Important Facts About Mobile Home Mortgage
In today’s market, if you want to purchase a home, the easiest way to start is finding a mobile, or manufactured home. These homes are pre-constructed in a factory and can be moved to whatever site the owner chooses for setting up and preparing to live in. Due to the way they are constructed, mobile homes can be a lot less expensive than building or buying a foundation home. Before making your decision to go this direction, there are several important facts about mobile home mortgages that buyers should be aware of. Lenen doorlopend krediet explains how the Dutch solve this.
Most of the time, if you purchase a mobile home, there’s little chance that the home itself will be considered sufficient collateral for the loan. This is due to the fact that manufactured homes depreciate in a similar way as automobiles. Under the usual circumstances, the value of a manufactured home is almost zero at the end of a 5 to 10 year period.

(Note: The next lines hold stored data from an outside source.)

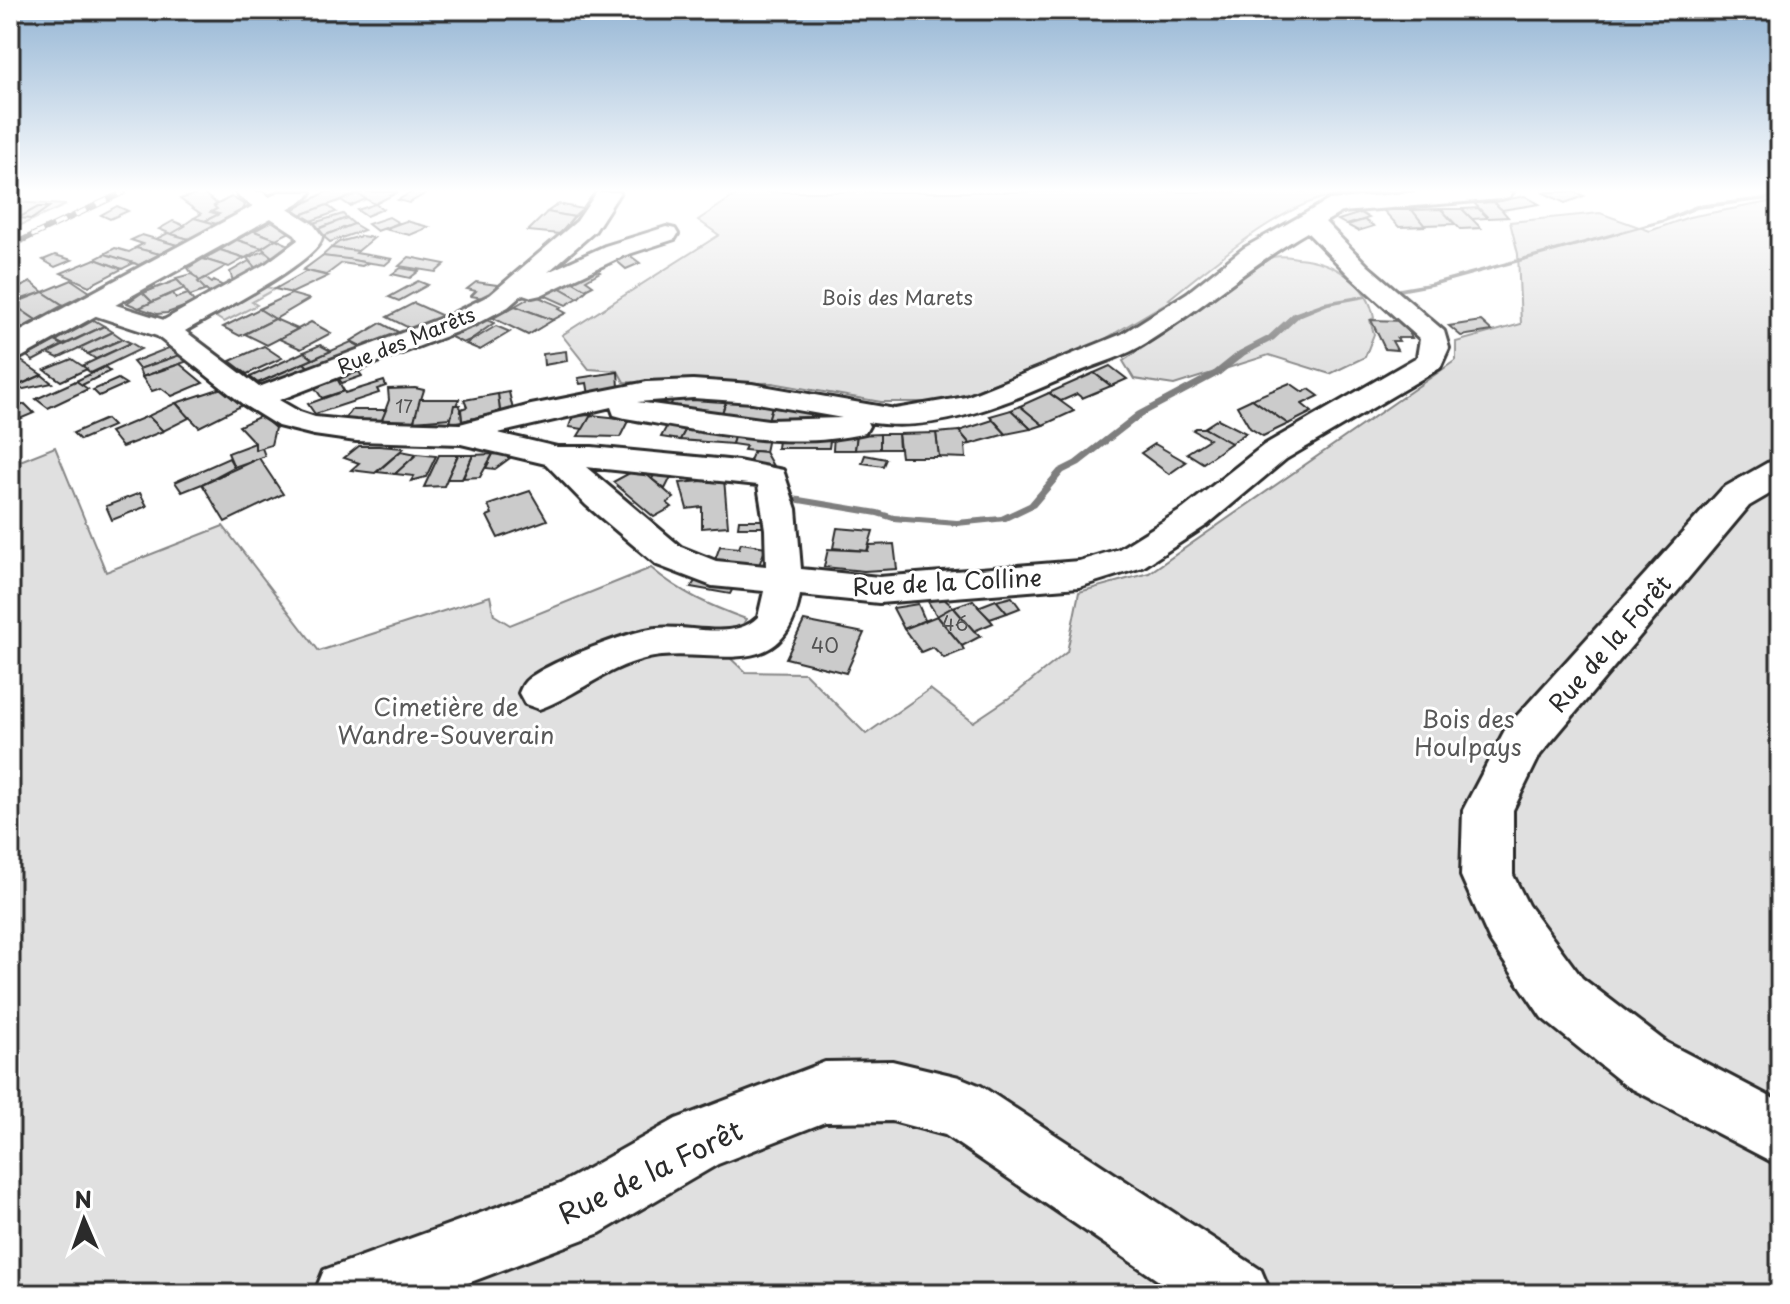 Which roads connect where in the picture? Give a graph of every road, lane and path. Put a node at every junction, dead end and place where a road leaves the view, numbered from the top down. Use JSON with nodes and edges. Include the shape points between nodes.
{"nodes":[{"id":1,"x":173,"y":253,"type":"edge"},
{"id":2,"x":297,"y":253,"type":"edge"},
{"id":3,"x":555,"y":253,"type":"edge"},
{"id":4,"x":610,"y":253,"type":"edge"},
{"id":5,"x":1255,"y":253,"type":"edge"},
{"id":6,"x":1341,"y":253,"type":"edge"},
{"id":7,"x":499,"y":301,"type":"junction"},
{"id":8,"x":90,"y":305,"type":"junction"},
{"id":9,"x":167,"y":330,"type":"junction"},
{"id":10,"x":10,"y":350,"type":"edge"},
{"id":11,"x":255,"y":399,"type":"junction"},
{"id":12,"x":461,"y":434,"type":"junction"},
{"id":13,"x":557,"y":457,"type":"junction"},
{"id":14,"x":1780,"y":472,"type":"edge"},
{"id":15,"x":782,"y":583,"type":"junction"},
{"id":16,"x":539,"y":693,"type":"dead end"},
{"id":17,"x":1780,"y":1135,"type":"edge"},
{"id":18,"x":348,"y":1294,"type":"edge"},
{"id":19,"x":1237,"y":1294,"type":"edge"}],
"edges":[{"from":1,"to":8,"type":"main road"},
{"from":2,"to":9,"type":"street"},
{"from":3,"to":7,"type":"street","name":"Rue des Marêts"},
{"from":4,"to":7,"type":"street"},
{"from":5,"to":12,"type":"street","via":[[1132,340],[973,405],[839,428],[758,428],[587,404]]},
{"from":6,"to":15,"type":"street","name":"Rue de la Colline","via":[[1434,337],[1430,362],[1275,452],[1195,517],[1131,558],[1079,574],[894,589]]},
{"from":7,"to":11,"type":"street","name":"Rue des Marêts"},
{"from":8,"to":9,"type":"street"},
{"from":8,"to":10,"type":"main road"},
{"from":9,"to":11,"type":"street"},
{"from":11,"to":12,"type":"street","via":[[289,419],[314,426]]},
{"from":12,"to":13,"type":"street"},
{"from":13,"to":15,"type":"street","name":"Rue de la Colline","via":[[669,556],[712,573]]},
{"from":13,"to":15,"type":"street","via":[[772,477],[784,544]]},
{"from":14,"to":17,"type":"main road","name":"Rue de la Forêt","via":[[1736,497],[1523,742],[1488,810],[1487,876],[1509,923],[1562,998],[1646,1064]]},
{"from":15,"to":16,"type":"street","via":[[775,622],[759,637],[737,644],[643,644]]},
{"from":18,"to":19,"type":"main road","name":"Rue de la Forêt","via":[[577,1210],[698,1141],[825,1092],[892,1091],[959,1108]]}]} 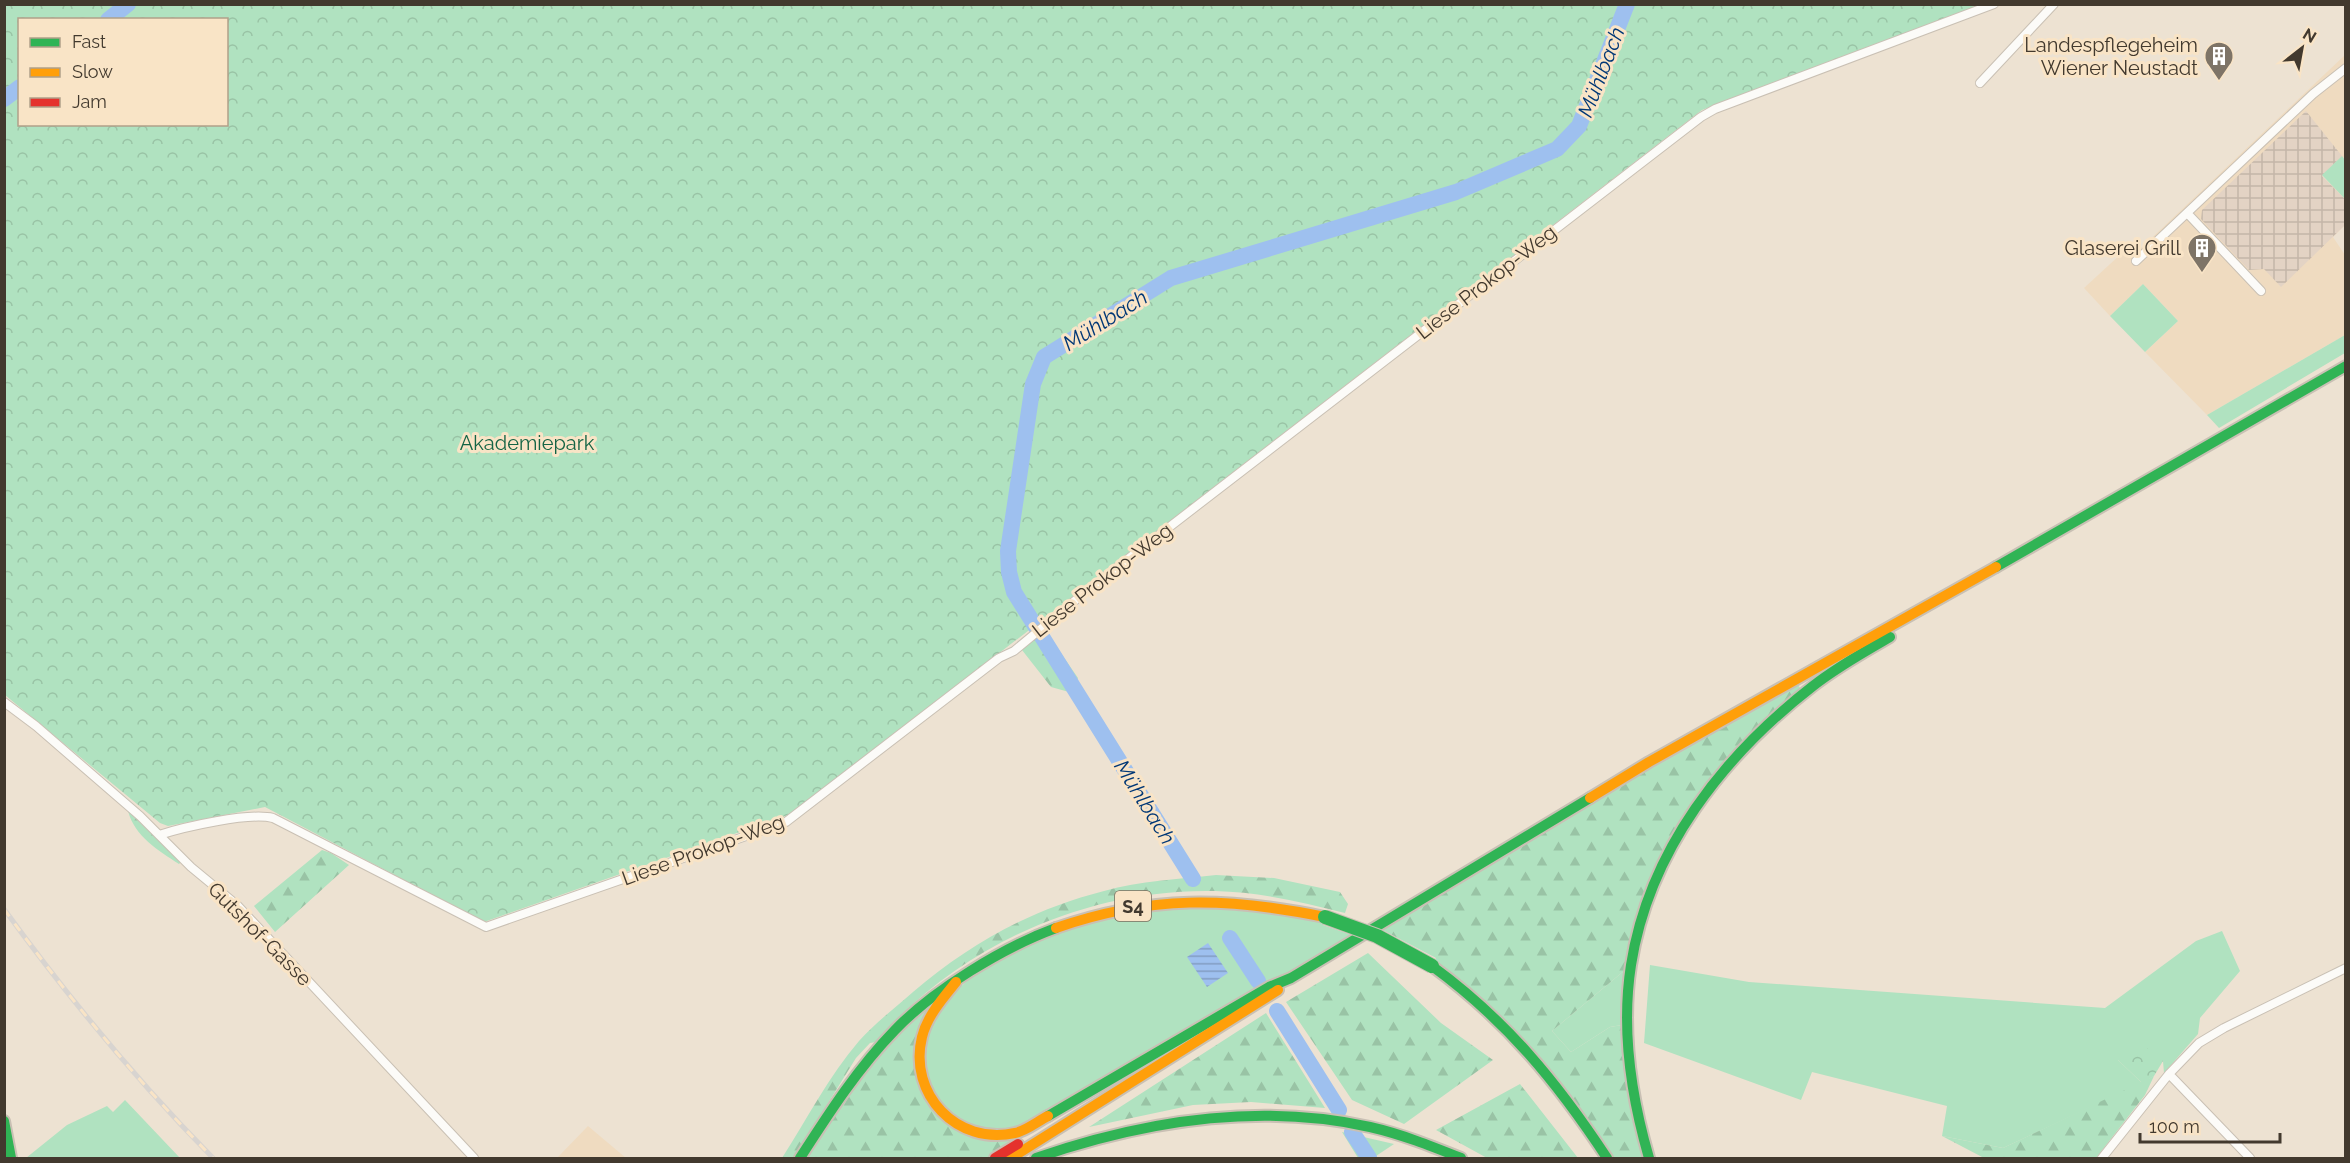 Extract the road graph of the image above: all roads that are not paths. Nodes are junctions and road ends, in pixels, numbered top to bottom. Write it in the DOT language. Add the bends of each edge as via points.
graph roads {
  1 [pos="1994,4"];
  2 [pos="2054,4"];
  3 [pos="2346,68"];
  4 [pos="1980,83"];
  5 [pos="2188,214"];
  6 [pos="2136,261"];
  7 [pos="2261,291"];
  8 [pos="2346,366"];
  9 [pos="2066,528"];
  10 [pos="4,702"];
  11 [pos="159,835"];
  12 [pos="2346,968"];
  13 [pos="1291,978"];
  14 [pos="956,982"];
  15 [pos="1210,1022"];
  16 [pos="2169,1074"];
  17 [pos="4,1121"];
  18 [pos="11,1158"];
  19 [pos="474,1158"];
  20 [pos="800,1158"];
  21 [pos="995,1158"];
  22 [pos="1011,1158"];
  23 [pos="1036,1158"];
  24 [pos="1461,1158"];
  25 [pos="1607,1158"];
  26 [pos="1649,1158"];
  27 [pos="2102,1158"];
  28 [pos="2250,1158"];
  1 -- 11 [label="street, Liese Prokop-Weg" via="1701,117 786,822 490,926 479,925 273,818 255,816"];
  2 -- 4 [label="street"];
  3 -- 5 [label="street" via="2313,94"];
  5 -- 6 [label="street"];
  5 -- 7 [label="street"];
  8 -- 9 [label="main road"];
  9 -- 13 [label="main road" via="1640,767"];
  9 -- 26 [label="main road" via="1804,693 1747,745 1688,818 1648,903 1631,965 1628,1024 1632,1085"];
  10 -- 11 [label="street, Gutshof-Gasse"];
  11 -- 19 [label="street, Gutshof-Gasse" via="237,905"];
  12 -- 16 [label="street" via="2223,1028 2199,1043"];
  13 -- 15 [label="main road"];
  13 -- 22 [label="main road" via="1274,995"];
  14 -- 15 [label="main road" via="925,1029 920,1046 921,1071 930,1097 948,1120 966,1131 987,1136 1008,1136 1027,1129"];
  14 -- 20 [label="main road, S4" via="918,1008 894,1031 852,1082"];
  14 -- 25 [label="main road, S4, bridge" via="991,958 1035,936 1072,921 1134,906 1218,900 1325,917 1383,939 1432,966 1474,996 1514,1034 1574,1107"];
  15 -- 21 [label="main road"];
  16 -- 27 [label="street"];
  16 -- 28 [label="street"];
  17 -- 18 [label="main road"];
  23 -- 24 [label="main road" via="1117,1132 1177,1121 1242,1116 1356,1124"];
}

For this reason, it is normally necessary to include at least one acre of land with the mobile home as collateral. Once the manufactured home is tied to the acreage, the value stops depreciating and it gains as much value as any stick built home.
Finding lenders for mobile home mortgage is not as difficult as finding lenders for a traditional home mortgage. This is due to the fact that most mobile home manufacturers mange their own lenders to facilitate sales as well. These lenders will often work with individuals with bad credit as long as it is not at the very bottom of the scoring scale.
One of the requirements for most mobile home mortgage loans is that the wheels and axles be removed when the home is set up and that it be tied to the ground in such a fashion as to make the two into a single unit. In this manner, lenders make it more difficult for homeowners to decide to move the home from the location chosen and make it less likely that they will default on the loan because they lose not only the mobile home, but the land it sits on as well.
One of the good things about mobile home mortgage loans is that they usually last for a duration of thirty years, similar to a traditional mortgage. Since mobile homes are typically cheaper than foundation homes with the same square footage and a comparable floor plan, mobile home monthly payments are drastically cheaper than other home mortgage payments.
It’s also important to know that most of the newer mobile homes are a much higher quality of construction than they were years back. One of the biggest advantages advertised by companies trying to sell mobile homes is that they are very energy efficient. In most cases, the newer mobile homes are much more energy efficient to start with than in comparable foundations homes, unless the builder has made extra efforts to make his homes efficient.
The fact that you will have much lower energy bills will be considered when a person is being qualified for a mobile home mortgage. This situation usually works in favor of the customer, as lower energy bills translates to a greater ability to make payments in a timely manner.